The department has a large fleet totalling 487 vehicles, including 429 fire appliances, 52 land vehicles other than fire appliances, 4 watercraft and 2 helicopters; the fire appliance fleet is detailed in the table below.

| Vehicle | Image | Number | Notes |
|---|---|---|---|
| Fire Pump Cars Japanese: 消防ポンプ車 Hepburn: Shōbō ponpu-sha |  | 144 Small Tankers (ST); 8 Medium Tankers (MT); | Whereas many Japanese fire departments use pumpers with no tank, all fire pumpers in the OMFD are tank vehicles. |
| Aerial Work Vehicles Japanese: 高所作業車 Hepburn: Kōsho sagyō-sha |  | 27 Turntable Ladders (L); 3 Hydraulic Platforms (LT); |  |
| Chemical Vehicles Japanese: 化学車 Hepburn: Kagaku-sha |  | 6 Chemical Pumpers (C); 3 Foam Concentrate Transport Vehicles (AT); | (N.B) The vehicle pictured is a Foam Concentrate Transport Vehicle; chemical pumpers are similar in appearance to regular fire pump cars. |
| Emergency Cars (Ambulances) Japanese: 救急車 Hepburn: Kyūkyū-sha |  | 98 High-Standard Ambulances (A); |  |
| Rescue Vehicles Japanese: 救助車 Hepburn: Kyūjo-sha |  | 24 Rescue Pumpers (R); 1 Air Special Rescue Vehicle (AR); 6 Big Special Rescue Vehicles (BR); 4 Chemical Special Rescue Vehicles (CR); 2 Dive Special Rescue Vehicles (DR); 1 Advanced Special Rescue Vehicle (ASR); | (N.B) The vehicle pictured is a Big Special Rescue Vehicle, designed for technical rescue and USAR operations; other vehicles lack the mounted crane arm and appear simply as a normal fire appliance with side shutters and rescue team-specific markings. |
| Command Vehicles Japanese: 指揮車 Hepburn: Shiki-sha |  | 26 General Command Vehicles (CC); 5 Area Taskforce Command Vehicles (DC); |  |
| Other Fire Appliances Japanese: その他の消防車両 Hepburn: Sonohoka no shōbō sharyō |  | 4 Rescue Support Vehicles (SR); 4 Rescue Equipment Vehicles (RE); 4 Rescue Work Vehicles (RW); 4 Fuel Supply Cars (SC); 4 "Dragon Boost" Long-Distance Large-Volume Water Transport Vehicles (DB); 33 Public Information Vehicles (PI); 3 Fire Investigation Vehicles; 1 Rescue Guidance Vehicle; 5 Disaster Activity Support Vehicles; 1 Radio Relay Vehicle; 2 Fire Safety Inspection Vehicles; | (N.B) The vehicle pictured is a unique type of Rescue Work Vehicle.
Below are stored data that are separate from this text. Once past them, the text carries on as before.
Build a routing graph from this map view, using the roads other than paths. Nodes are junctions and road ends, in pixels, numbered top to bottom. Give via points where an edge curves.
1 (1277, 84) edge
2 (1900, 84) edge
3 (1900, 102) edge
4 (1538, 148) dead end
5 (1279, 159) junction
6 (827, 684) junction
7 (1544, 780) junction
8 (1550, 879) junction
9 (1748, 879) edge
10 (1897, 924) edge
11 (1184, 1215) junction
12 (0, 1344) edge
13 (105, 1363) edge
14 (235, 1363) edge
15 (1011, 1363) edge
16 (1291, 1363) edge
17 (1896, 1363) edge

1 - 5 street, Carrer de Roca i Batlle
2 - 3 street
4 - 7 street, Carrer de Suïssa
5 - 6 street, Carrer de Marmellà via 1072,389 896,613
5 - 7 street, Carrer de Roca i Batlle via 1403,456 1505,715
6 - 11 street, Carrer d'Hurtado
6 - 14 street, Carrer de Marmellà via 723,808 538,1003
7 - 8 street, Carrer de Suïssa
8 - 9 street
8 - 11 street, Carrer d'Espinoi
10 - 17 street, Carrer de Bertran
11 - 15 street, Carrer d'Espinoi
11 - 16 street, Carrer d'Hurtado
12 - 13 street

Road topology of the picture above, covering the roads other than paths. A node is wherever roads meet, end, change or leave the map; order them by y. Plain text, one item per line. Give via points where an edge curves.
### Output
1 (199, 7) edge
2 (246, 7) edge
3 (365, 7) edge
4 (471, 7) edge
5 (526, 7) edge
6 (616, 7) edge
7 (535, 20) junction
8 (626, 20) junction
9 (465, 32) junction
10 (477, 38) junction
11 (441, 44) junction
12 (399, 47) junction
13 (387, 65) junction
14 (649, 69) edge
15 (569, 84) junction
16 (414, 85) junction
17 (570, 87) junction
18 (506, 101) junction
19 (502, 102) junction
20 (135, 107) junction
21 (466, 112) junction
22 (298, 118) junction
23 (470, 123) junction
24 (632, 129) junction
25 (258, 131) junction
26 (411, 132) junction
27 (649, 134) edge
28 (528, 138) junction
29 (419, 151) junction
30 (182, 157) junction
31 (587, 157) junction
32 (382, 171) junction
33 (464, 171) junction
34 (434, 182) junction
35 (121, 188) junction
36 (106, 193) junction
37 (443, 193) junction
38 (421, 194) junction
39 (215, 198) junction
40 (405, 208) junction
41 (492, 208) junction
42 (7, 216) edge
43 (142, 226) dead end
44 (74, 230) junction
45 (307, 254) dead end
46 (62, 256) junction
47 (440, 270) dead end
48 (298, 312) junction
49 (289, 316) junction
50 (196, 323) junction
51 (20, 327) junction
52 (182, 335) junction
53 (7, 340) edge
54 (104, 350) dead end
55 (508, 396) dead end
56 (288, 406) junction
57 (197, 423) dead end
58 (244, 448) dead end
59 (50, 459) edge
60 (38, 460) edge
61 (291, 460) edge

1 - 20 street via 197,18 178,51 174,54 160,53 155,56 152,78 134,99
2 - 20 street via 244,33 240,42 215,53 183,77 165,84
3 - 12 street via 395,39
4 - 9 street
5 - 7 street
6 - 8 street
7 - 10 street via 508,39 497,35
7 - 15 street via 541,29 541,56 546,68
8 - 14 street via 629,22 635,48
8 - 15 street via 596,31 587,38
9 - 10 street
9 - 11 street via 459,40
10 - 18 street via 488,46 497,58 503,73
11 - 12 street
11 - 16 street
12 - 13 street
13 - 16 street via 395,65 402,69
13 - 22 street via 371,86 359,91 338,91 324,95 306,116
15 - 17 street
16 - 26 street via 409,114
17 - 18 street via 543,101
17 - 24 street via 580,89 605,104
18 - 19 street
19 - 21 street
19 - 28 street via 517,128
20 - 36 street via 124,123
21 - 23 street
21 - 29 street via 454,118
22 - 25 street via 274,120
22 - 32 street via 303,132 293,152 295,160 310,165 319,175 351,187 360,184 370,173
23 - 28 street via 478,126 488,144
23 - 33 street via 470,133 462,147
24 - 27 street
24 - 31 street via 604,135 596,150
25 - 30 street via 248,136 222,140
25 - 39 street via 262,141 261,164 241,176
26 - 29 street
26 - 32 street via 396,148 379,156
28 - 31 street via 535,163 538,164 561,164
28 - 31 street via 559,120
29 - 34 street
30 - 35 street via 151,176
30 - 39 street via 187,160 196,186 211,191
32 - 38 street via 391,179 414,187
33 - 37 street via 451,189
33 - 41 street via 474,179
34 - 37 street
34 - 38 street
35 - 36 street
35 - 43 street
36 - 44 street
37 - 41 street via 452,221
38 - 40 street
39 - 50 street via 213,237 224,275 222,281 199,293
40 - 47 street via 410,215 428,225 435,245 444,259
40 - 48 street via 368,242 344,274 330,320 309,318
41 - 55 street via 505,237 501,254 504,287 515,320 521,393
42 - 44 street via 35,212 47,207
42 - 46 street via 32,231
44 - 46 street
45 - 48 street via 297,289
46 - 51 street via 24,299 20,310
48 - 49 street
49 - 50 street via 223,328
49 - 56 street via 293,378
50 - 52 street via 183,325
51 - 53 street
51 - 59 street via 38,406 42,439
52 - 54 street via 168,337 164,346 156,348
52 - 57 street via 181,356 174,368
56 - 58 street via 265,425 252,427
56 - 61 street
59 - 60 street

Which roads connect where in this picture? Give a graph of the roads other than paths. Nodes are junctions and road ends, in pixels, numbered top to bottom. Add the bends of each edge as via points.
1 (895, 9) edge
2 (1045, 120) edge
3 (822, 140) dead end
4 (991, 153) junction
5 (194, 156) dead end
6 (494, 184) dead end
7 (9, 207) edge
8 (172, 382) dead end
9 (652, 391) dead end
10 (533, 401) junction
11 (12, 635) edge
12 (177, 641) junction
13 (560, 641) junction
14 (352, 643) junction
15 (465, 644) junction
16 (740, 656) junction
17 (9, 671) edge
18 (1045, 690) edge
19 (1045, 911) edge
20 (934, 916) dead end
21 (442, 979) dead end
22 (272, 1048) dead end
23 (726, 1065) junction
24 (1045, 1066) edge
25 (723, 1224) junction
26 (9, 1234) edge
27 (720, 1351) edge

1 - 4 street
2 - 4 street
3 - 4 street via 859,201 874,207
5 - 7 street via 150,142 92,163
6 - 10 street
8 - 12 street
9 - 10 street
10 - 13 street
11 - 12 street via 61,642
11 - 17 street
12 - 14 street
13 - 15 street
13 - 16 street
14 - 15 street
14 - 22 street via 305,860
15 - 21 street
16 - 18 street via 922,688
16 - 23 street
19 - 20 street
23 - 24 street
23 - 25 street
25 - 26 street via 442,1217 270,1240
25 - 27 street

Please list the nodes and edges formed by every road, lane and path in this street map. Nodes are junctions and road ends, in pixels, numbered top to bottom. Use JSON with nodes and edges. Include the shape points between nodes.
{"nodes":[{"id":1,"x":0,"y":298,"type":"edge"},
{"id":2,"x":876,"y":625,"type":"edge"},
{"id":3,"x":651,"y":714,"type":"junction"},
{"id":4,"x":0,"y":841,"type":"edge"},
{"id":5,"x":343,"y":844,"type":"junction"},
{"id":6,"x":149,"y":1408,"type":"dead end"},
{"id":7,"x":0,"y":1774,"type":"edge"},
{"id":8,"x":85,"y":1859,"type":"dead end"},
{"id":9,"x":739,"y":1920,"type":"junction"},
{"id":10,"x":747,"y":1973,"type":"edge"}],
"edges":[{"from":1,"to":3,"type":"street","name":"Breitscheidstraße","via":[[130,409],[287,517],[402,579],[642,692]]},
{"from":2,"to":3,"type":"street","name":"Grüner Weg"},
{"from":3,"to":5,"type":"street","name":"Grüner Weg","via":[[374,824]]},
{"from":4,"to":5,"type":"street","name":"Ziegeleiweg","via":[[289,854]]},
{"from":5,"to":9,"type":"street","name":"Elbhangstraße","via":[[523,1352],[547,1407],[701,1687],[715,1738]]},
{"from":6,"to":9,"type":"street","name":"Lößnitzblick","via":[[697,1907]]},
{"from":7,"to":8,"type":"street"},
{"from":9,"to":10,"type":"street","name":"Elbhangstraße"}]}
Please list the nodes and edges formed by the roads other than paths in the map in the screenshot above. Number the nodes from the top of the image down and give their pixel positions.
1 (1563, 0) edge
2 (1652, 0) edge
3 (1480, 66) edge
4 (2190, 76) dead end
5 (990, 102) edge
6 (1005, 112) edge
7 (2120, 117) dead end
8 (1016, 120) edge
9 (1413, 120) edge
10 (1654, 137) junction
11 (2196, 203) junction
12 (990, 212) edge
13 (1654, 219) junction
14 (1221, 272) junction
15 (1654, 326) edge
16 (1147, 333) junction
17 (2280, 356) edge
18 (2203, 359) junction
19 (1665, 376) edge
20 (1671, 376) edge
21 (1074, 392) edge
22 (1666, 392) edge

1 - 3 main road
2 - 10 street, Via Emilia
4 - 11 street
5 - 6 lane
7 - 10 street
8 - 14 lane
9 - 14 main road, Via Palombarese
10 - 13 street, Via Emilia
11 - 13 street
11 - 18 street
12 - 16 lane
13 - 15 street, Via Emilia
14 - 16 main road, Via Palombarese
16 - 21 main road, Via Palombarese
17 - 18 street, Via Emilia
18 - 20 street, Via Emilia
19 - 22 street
As well as this Large Blower type, the OMFD maintains a Water Cutter vehicle, a Mass Decontamination vehicle, and a Special Disaster Response (HazMat/CBRN) Vehicle. The Rescue Support Vehicles are designed to fulfil high-expanding foam delivery, mass extraction fan ventilation, and breathing apparatus supply and refilling functions. |
| Fireboats/Fire Rescue Boats Japanese: 消防艇・消防救助艇 Hepburn: Shōbō-tei・Shōbō kyūjo-tei |  | 2 Large Fireboats (FB); 2 Small Fire and Rescue Boats (FB); | The smaller Fire and Rescue Boats are of a small outboard motor design and are co-located with the Dive Special Rescue units at land-based stations, whereas the large Fireboats are ocean-going ships located at the Aquatic Fire Station dock. |
| Aircraft Japanese: 航空機 Hepburn: Kōkūki |  | 2 Fire Helicopters (H); |  |

== Notable incidents ==
As well as contributing to national and international emergencies through participation in the national Emergency Fire Rescue Teams and the International Rescue Team of the Japan Fire Service, the OMFD has tackled various notable emergencies within Osaka, including:
- Tenroku gas explosion (1970) - A gas leak during construction at a metro station lead to a large explosion, killing 79 and injuring 420 others.
- Sennichi Department Store Building fire (1972) - A fire in a crowded department store killed 118 and injured 78 others.
- Osaka movie theatre fire (2008) - An arson attack on an adult video arcade killed 16 and injured 9 others.
- Nishi Umeda Clinic fire (2021) - A suspected arson attack on a psychiatric clinic killed 27 (including the suspect) and injured 1 other.

== In popular culture ==
- Borderline (2014) - a television drama produced by NHK following fictional firefighters of Minami Fire Station.